"Apa yang kau pikirkan? Lupakan saja. Kau..." ia menatapnya pilu. Ia tahu apa yang akan ia katakan selanjutnya.

"Hanya bisa menghalangi jalanku." Ucapannya pelan. Tajam. Menyakitkan. Tak sedikitpun ia menyisihkan pandangannya ke arah gadis itu. Matanya kelam dan tak terlihat lonjakan emosi.

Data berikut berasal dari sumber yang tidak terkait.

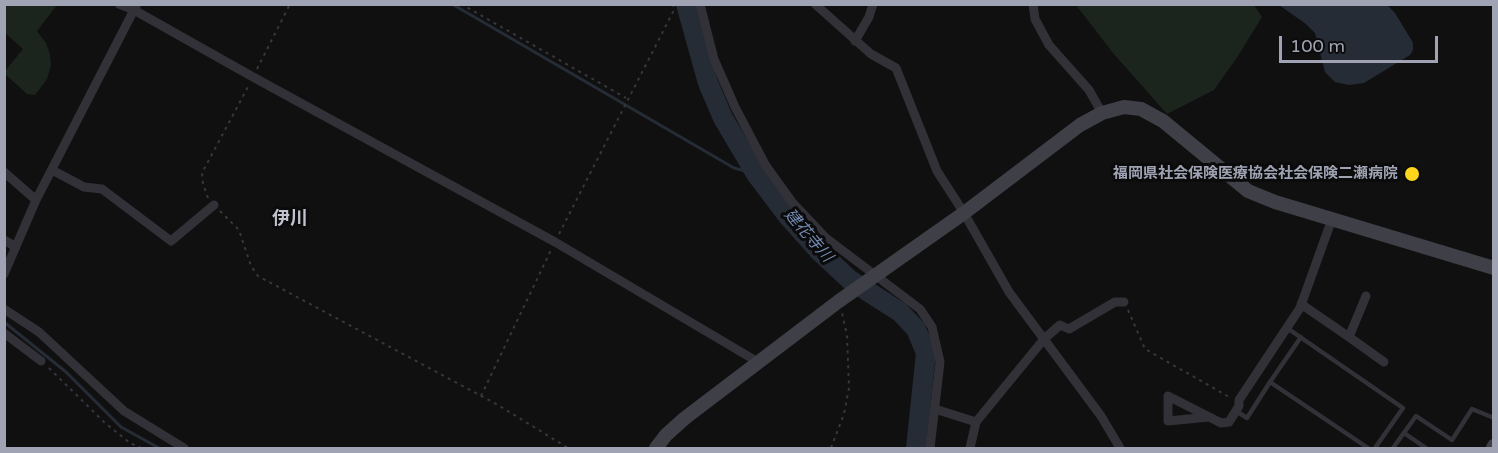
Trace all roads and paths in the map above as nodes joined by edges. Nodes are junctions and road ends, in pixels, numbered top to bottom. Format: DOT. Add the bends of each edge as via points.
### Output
graph roads {
  1 [pos="119,4"];
  2 [pos="290,4"];
  3 [pos="461,4"];
  4 [pos="673,4"];
  5 [pos="700,4"];
  6 [pos="815,4"];
  7 [pos="873,4"];
  8 [pos="1033,4"];
  9 [pos="135,7"];
  10 [pos="855,41"];
  11 [pos="253,77"];
  12 [pos="627,99"];
  13 [pos="1102,113"];
  14 [pos="52,170"];
  15 [pos="4,172"];
  16 [pos="36,201"];
  17 [pos="213,205"];
  18 [pos="964,213"];
  19 [pos="1332,219"];
  20 [pos="4,240"];
  21 [pos="555,242"];
  22 [pos="16,247"];
  23 [pos="1494,268"];
  24 [pos="4,274"];
  25 [pos="874,277"];
  26 [pos="1366,296"];
  27 [pos="839,301"];
  28 [pos="1124,302"];
  29 [pos="1301,304"];
  30 [pos="4,309"];
  31 [pos="1287,328"];
  32 [pos="4,333"];
  33 [pos="1349,337"];
  34 [pos="1300,338"];
  35 [pos="1044,339"];
  36 [pos="41,362"];
  37 [pos="758,362"];
  38 [pos="1384,362"];
  39 [pos="1270,382"];
  40 [pos="481,396"];
  41 [pos="1237,408"];
  42 [pos="935,409"];
  43 [pos="1209,417"];
  44 [pos="1494,418"];
  45 [pos="976,422"];
  46 [pos="1404,433"];
  47 [pos="141,448"];
  48 [pos="184,448"];
  49 [pos="568,448"];
  50 [pos="656,448"];
  51 [pos="831,448"];
  52 [pos="930,448"];
  53 [pos="970,448"];
  54 [pos="1120,448"];
  55 [pos="1368,448"];
  56 [pos="1375,448"];
  57 [pos="1393,448"];
  58 [pos="1426,448"];
  1 -- 9 [label="street"];
  2 -- 11 [label="path"];
  3 -- 12 [label="path"];
  4 -- 12 [label="path" via="674,10"];
  5 -- 25 [label="street" via="714,59 766,166 792,202 826,238"];
  6 -- 10 [label="street"];
  7 -- 10 [label="street"];
  8 -- 13 [label="street" via="1035,19 1049,45 1089,90"];
  9 -- 11 [label="street"];
  9 -- 14 [label="street"];
  10 -- 18 [label="street" via="896,68 937,171"];
  11 -- 17 [label="path" via="202,173 205,192"];
  11 -- 21 [label="street"];
  12 -- 21 [label="path"];
  13 -- 18 [label="street" via="1080,125"];
  13 -- 19 [label="street" via="1124,107 1152,114 1248,191"];
  14 -- 16 [label="street"];
  14 -- 17 [label="street" via="84,187 102,189 171,241"];
  15 -- 16 [label="street"];
  16 -- 22 [label="street"];
  17 -- 40 [label="path" via="240,230 258,276"];
  18 -- 25 [label="street"];
  18 -- 35 [label="street" via="1009,292"];
  19 -- 23 [label="street"];
  19 -- 29 [label="street"];
  20 -- 22 [label="street"];
  21 -- 37 [label="street"];
  21 -- 40 [label="path"];
  22 -- 24 [label="street"];
  25 -- 27 [label="street"];
  25 -- 42 [label="street" via="920,309 932,327 940,362"];
  26 -- 33 [label="street"];
  27 -- 37 [label="street"];
  27 -- 51 [label="path" via="847,335 849,388"];
  28 -- 35 [label="street" via="1115,302 1069,329 1060,325"];
  28 -- 41 [label="path" via="1145,348 1233,399"];
  29 -- 31 [label="street"];
  29 -- 33 [label="street"];
  30 -- 48 [label="street" via="39,332 124,411"];
  31 -- 34 [label="lane"];
  31 -- 41 [label="street"];
  32 -- 36 [label="street"];
  33 -- 38 [label="street"];
  34 -- 39 [label="lane"];
  34 -- 56 [label="lane" via="1403,408"];
  35 -- 45 [label="street"];
  35 -- 54 [label="street"];
  36 -- 47 [label="path" via="105,423"];
  37 -- 50 [label="street" via="685,418"];
  39 -- 41 [label="lane" via="1247,418"];
  39 -- 55 [label="lane"];
  40 -- 49 [label="path"];
  41 -- 43 [label="street" via="1229,422"];
  42 -- 45 [label="street"];
  42 -- 52 [label="street"];
  44 -- 46 [label="lane" via="1472,409 1452,440 1416,416"];
  45 -- 53 [label="street"];
  46 -- 57 [label="lane"];
  46 -- 58 [label="lane"];
}
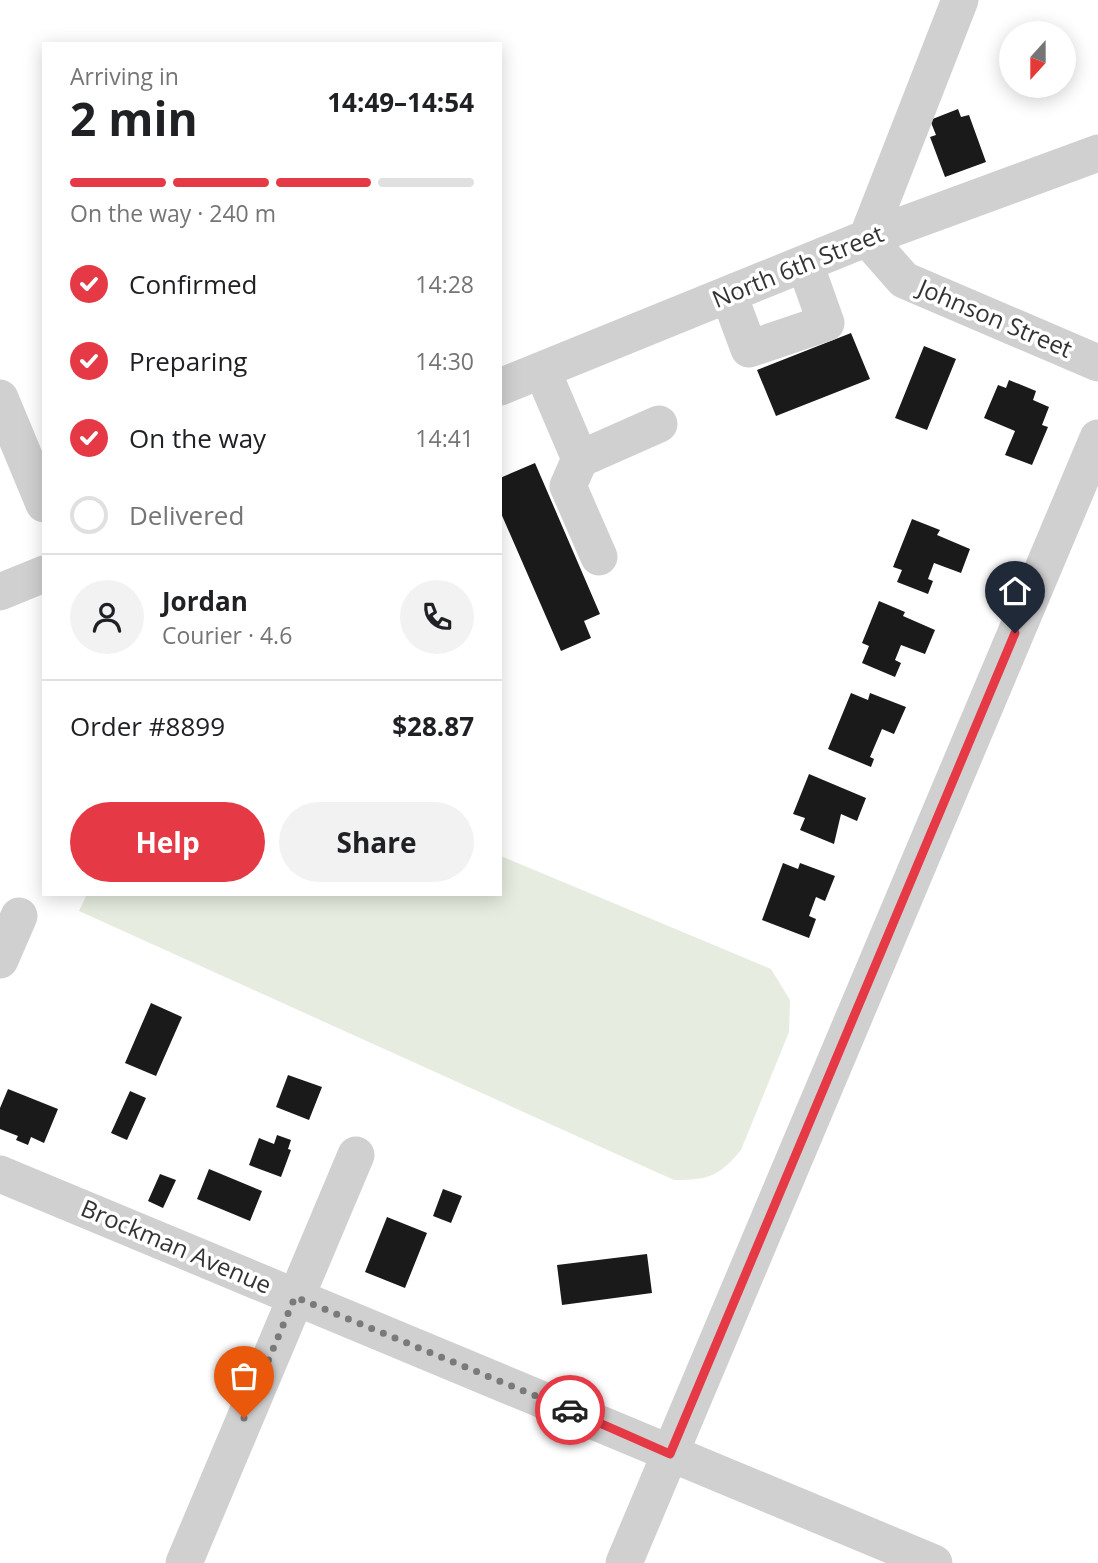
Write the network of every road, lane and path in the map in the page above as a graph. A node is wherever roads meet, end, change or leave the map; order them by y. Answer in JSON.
{"nodes":[{"id":1,"x":960,"y":0,"type":"edge"},
{"id":2,"x":1098,"y":153,"type":"edge"},
{"id":3,"x":867,"y":238,"type":"junction"},
{"id":4,"x":805,"y":264,"type":"junction"},
{"id":5,"x":729,"y":295,"type":"junction"},
{"id":6,"x":1098,"y":363,"type":"edge"},
{"id":7,"x":542,"y":370,"type":"junction"},
{"id":8,"x":502,"y":386,"type":"edge"},
{"id":9,"x":0,"y":398,"type":"edge"},
{"id":10,"x":659,"y":424,"type":"dead end"},
{"id":11,"x":1098,"y":438,"type":"edge"},
{"id":12,"x":580,"y":459,"type":"junction"},
{"id":13,"x":42,"y":499,"type":"edge"},
{"id":14,"x":599,"y":557,"type":"dead end"},
{"id":15,"x":42,"y":575,"type":"edge"},
{"id":16,"x":0,"y":592,"type":"edge"},
{"id":17,"x":19,"y":916,"type":"dead end"},
{"id":18,"x":0,"y":960,"type":"edge"},
{"id":19,"x":356,"y":1155,"type":"dead end"},
{"id":20,"x":0,"y":1174,"type":"edge"},
{"id":21,"x":295,"y":1297,"type":"junction"},
{"id":22,"x":670,"y":1454,"type":"junction"},
{"id":23,"x":184,"y":1563,"type":"edge"},
{"id":24,"x":624,"y":1563,"type":"edge"},
{"id":25,"x":934,"y":1563,"type":"edge"}],
"edges":[{"from":1,"to":3,"type":"street"},
{"from":2,"to":3,"type":"street","name":"North 6th Street"},
{"from":3,"to":4,"type":"street","name":"North 6th Street"},
{"from":3,"to":6,"type":"street","name":"Johnson Street"},
{"from":4,"to":5,"type":"street","name":"North 6th Street"},
{"from":4,"to":5,"type":"street"},
{"from":5,"to":7,"type":"street","name":"North 6th Street"},
{"from":7,"to":8,"type":"street","name":"North 6th Street"},
{"from":7,"to":12,"type":"street"},
{"from":9,"to":13,"type":"street"},
{"from":10,"to":12,"type":"street"},
{"from":11,"to":22,"type":"street"},
{"from":12,"to":14,"type":"street"},
{"from":15,"to":16,"type":"street"},
{"from":17,"to":18,"type":"street"},
{"from":19,"to":21,"type":"street"},
{"from":20,"to":21,"type":"street","name":"Brockman Avenue"},
{"from":21,"to":22,"type":"street","name":"Brockman Avenue"},
{"from":21,"to":23,"type":"street"},
{"from":22,"to":24,"type":"street"},
{"from":22,"to":25,"type":"street","name":"Brockman Avenue"}]}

Untuk sesaat, matanya terbelalak. Ia tidak menduga kalau pemuda itu mengatakan hal lain. Bukan kosakata favorit yang biasa ia gunakan untuk membungkam mulutnya. Ia mendengarnya dalam diam. Mulutnya terbuka, namun tak ada satupun kata yang bisa meluncur bebas dari mulutnya. Maka, ia putuskan untuk diam. Menerima mentah-mentah sekali lagi jawaban yang menghancurkan hatinya yang sudah menjadi debu.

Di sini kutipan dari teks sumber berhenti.